Task statement
From the data below, repeat exactly the lines from the line with "cairo_surface_destroy(image);" to the line with "cairo_set_miter_limit(cr, 4);", both included.

Task data
[Start of Attachment]

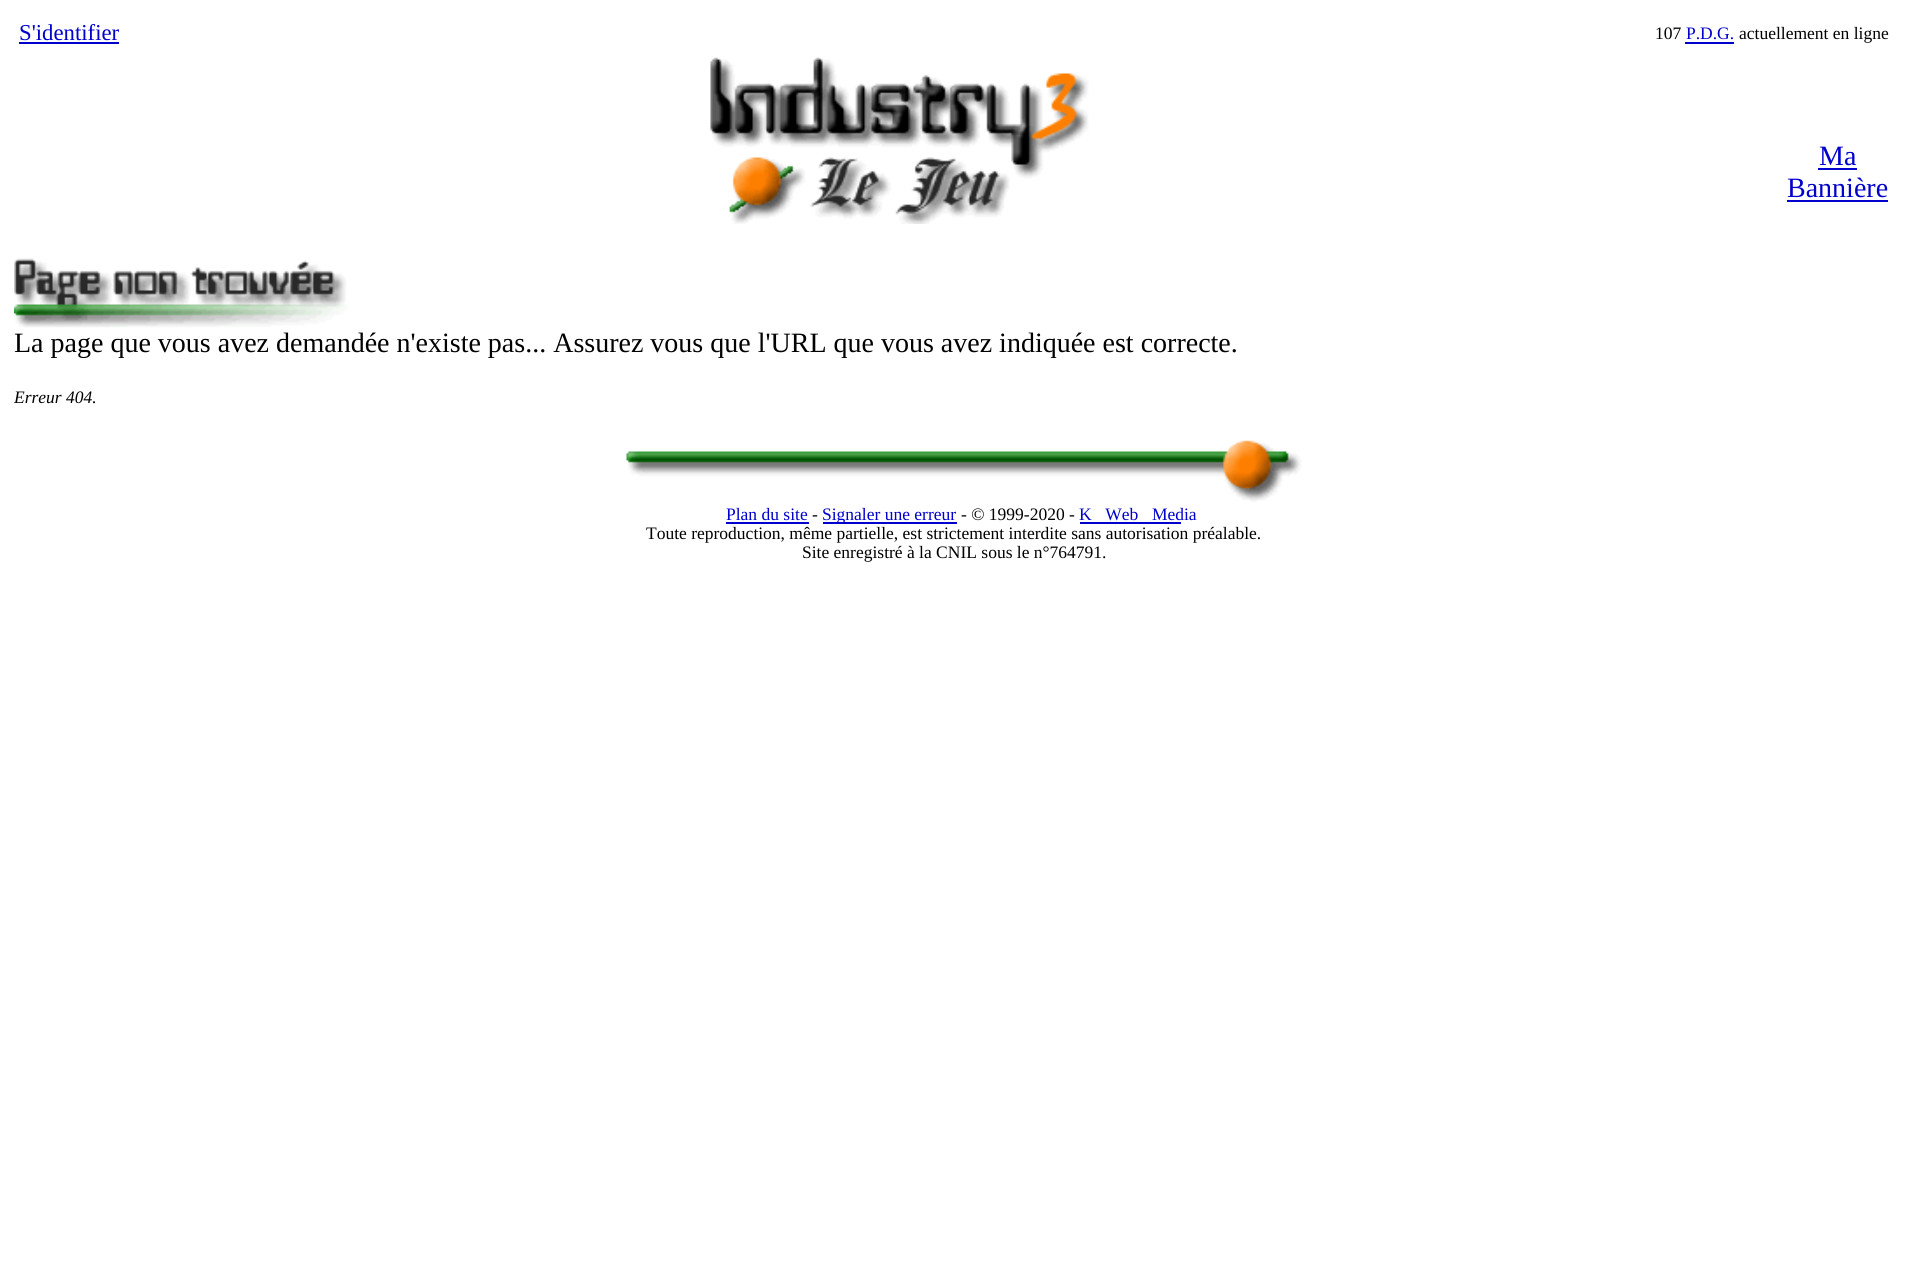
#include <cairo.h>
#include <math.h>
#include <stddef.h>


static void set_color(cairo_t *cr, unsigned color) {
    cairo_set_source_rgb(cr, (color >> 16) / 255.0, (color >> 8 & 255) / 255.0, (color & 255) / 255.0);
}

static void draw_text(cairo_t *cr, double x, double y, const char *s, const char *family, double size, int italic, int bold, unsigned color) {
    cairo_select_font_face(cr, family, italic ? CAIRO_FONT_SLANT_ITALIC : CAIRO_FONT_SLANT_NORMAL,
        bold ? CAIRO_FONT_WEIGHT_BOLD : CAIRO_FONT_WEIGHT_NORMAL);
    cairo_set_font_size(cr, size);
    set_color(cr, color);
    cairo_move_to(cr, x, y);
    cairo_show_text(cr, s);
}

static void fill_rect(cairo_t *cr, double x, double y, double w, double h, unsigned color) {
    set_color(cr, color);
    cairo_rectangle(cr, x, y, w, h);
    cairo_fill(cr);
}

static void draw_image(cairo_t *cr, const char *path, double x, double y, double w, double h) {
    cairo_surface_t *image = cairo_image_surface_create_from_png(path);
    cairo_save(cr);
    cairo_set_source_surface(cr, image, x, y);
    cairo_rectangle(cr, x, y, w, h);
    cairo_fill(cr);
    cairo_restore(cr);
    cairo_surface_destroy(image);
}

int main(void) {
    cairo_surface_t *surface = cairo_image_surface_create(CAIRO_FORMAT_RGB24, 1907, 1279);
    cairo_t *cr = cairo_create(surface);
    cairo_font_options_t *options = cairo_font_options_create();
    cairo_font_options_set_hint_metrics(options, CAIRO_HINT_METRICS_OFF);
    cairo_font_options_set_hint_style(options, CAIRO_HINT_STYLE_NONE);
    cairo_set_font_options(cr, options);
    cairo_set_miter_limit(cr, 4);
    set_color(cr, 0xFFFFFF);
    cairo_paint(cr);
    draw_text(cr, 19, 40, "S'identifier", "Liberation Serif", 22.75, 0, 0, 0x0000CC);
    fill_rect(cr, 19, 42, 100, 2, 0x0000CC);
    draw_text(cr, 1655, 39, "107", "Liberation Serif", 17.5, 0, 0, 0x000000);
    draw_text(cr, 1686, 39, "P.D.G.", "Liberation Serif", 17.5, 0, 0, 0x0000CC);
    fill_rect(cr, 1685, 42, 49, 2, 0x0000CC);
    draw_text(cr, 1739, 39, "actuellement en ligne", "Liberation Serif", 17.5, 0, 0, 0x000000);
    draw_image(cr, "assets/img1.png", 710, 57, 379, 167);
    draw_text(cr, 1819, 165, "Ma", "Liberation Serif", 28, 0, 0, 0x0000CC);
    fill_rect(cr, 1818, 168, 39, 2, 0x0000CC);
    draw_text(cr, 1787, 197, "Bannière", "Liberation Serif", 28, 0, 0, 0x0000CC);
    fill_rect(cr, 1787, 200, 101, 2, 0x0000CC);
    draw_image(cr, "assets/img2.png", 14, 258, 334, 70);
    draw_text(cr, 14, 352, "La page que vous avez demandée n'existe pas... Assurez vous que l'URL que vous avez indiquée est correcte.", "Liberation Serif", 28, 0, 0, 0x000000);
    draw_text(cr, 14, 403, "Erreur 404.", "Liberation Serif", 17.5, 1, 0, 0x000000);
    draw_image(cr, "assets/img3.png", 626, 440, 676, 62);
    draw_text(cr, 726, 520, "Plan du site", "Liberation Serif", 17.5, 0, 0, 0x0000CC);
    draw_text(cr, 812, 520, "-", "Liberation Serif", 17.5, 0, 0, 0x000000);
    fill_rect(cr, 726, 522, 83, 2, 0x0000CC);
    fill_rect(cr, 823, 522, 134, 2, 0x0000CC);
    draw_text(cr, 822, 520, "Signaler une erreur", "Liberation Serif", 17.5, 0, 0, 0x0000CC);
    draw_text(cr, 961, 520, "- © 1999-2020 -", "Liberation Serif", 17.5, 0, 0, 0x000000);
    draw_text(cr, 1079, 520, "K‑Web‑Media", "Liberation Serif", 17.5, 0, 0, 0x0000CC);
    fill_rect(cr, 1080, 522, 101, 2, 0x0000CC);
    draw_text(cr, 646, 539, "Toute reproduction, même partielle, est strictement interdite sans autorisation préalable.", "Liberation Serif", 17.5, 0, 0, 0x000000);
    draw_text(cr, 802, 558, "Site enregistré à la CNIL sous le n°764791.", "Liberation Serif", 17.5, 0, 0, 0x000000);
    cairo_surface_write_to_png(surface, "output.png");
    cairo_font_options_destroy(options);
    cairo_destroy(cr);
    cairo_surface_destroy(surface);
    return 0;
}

[End of Attachment]
[Start of Attachment]

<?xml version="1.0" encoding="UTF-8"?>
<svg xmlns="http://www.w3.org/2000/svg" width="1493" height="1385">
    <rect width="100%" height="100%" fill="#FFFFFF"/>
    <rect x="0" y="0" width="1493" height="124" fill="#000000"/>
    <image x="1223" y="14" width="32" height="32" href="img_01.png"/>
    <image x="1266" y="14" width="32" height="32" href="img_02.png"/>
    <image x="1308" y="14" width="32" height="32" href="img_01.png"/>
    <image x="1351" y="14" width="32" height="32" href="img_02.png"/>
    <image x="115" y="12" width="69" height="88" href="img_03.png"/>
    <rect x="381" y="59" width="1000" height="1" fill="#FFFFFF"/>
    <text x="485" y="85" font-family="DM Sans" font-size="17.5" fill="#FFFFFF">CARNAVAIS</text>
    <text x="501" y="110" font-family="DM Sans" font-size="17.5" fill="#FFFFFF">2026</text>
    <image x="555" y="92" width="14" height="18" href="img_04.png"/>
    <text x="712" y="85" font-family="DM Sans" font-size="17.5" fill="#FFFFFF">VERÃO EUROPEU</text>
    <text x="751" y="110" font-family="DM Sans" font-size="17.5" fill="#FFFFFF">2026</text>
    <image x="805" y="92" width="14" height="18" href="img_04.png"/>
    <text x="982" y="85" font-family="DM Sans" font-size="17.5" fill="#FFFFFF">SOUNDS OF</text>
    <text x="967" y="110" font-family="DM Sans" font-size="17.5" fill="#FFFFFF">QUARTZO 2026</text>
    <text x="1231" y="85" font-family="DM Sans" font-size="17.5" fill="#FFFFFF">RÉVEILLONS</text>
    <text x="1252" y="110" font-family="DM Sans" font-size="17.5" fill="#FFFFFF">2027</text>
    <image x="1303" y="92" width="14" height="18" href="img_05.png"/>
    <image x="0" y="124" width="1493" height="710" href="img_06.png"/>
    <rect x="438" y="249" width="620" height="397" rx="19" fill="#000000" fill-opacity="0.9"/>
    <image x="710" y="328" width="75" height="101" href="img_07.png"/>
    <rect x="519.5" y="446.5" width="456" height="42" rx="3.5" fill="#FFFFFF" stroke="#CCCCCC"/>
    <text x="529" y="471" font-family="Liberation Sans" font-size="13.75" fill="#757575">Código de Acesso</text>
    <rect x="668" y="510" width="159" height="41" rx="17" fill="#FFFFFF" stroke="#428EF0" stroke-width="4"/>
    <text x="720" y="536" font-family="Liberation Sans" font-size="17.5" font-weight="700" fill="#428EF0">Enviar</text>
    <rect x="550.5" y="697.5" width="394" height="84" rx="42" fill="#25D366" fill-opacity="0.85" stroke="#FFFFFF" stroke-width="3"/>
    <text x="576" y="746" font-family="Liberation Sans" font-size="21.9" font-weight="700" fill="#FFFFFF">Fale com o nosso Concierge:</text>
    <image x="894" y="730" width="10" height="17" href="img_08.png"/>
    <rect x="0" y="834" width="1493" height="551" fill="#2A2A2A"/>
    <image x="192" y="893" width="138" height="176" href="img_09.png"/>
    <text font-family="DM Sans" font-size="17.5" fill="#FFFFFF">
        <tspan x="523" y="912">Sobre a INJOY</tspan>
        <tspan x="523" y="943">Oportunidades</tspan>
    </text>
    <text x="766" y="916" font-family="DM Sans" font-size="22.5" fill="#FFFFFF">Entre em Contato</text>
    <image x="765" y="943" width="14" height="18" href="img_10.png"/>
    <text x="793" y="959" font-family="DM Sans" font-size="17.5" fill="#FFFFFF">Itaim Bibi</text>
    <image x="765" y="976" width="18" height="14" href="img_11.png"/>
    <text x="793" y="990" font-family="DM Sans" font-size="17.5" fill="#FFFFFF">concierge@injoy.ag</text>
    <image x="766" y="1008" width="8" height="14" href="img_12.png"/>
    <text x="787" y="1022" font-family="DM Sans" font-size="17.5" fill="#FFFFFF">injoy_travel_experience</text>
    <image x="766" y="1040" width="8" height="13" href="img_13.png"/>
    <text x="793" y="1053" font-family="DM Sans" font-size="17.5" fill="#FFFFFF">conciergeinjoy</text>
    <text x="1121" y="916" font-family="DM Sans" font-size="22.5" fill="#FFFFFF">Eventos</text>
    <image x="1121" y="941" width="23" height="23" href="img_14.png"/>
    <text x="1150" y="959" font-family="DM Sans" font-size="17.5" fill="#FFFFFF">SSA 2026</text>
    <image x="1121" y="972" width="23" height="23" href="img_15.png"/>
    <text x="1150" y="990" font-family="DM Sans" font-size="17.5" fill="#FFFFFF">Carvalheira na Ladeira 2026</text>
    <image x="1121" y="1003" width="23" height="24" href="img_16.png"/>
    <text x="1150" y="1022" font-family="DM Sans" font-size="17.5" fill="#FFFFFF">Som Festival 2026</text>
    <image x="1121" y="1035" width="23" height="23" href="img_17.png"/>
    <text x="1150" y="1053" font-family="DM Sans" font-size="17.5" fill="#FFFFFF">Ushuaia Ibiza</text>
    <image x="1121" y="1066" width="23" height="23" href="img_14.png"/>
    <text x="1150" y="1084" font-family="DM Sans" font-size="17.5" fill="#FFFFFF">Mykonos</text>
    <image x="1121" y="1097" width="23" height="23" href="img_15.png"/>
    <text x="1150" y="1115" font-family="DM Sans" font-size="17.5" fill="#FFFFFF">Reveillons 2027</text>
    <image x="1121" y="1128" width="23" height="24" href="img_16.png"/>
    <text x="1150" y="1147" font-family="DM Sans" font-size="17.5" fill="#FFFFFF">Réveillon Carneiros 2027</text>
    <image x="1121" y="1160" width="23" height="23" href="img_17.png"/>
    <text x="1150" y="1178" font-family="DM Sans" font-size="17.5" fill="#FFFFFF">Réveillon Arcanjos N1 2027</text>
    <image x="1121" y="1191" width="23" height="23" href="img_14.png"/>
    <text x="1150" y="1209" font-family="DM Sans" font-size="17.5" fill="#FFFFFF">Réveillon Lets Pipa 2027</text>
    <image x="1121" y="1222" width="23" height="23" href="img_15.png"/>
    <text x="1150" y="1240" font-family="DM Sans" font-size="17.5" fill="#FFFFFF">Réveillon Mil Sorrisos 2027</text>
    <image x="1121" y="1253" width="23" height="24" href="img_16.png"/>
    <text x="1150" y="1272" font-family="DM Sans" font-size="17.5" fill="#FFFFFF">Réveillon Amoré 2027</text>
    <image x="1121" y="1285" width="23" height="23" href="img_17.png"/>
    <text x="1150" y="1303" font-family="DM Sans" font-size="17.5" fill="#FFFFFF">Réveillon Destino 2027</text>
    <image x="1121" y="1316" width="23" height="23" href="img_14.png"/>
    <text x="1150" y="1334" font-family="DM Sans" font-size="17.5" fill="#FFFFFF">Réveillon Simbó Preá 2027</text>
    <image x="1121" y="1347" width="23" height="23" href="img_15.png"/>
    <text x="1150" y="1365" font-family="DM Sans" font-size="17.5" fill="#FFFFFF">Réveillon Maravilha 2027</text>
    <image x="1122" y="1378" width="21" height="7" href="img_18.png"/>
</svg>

[End of Attachment]

Answer section
    cairo_surface_destroy(image);
}

int main(void) {
    cairo_surface_t *surface = cairo_image_surface_create(CAIRO_FORMAT_RGB24, 1907, 1279);
    cairo_t *cr = cairo_create(surface);
    cairo_font_options_t *options = cairo_font_options_create();
    cairo_font_options_set_hint_metrics(options, CAIRO_HINT_METRICS_OFF);
    cairo_font_options_set_hint_style(options, CAIRO_HINT_STYLE_NONE);
    cairo_set_font_options(cr, options);
    cairo_set_miter_limit(cr, 4);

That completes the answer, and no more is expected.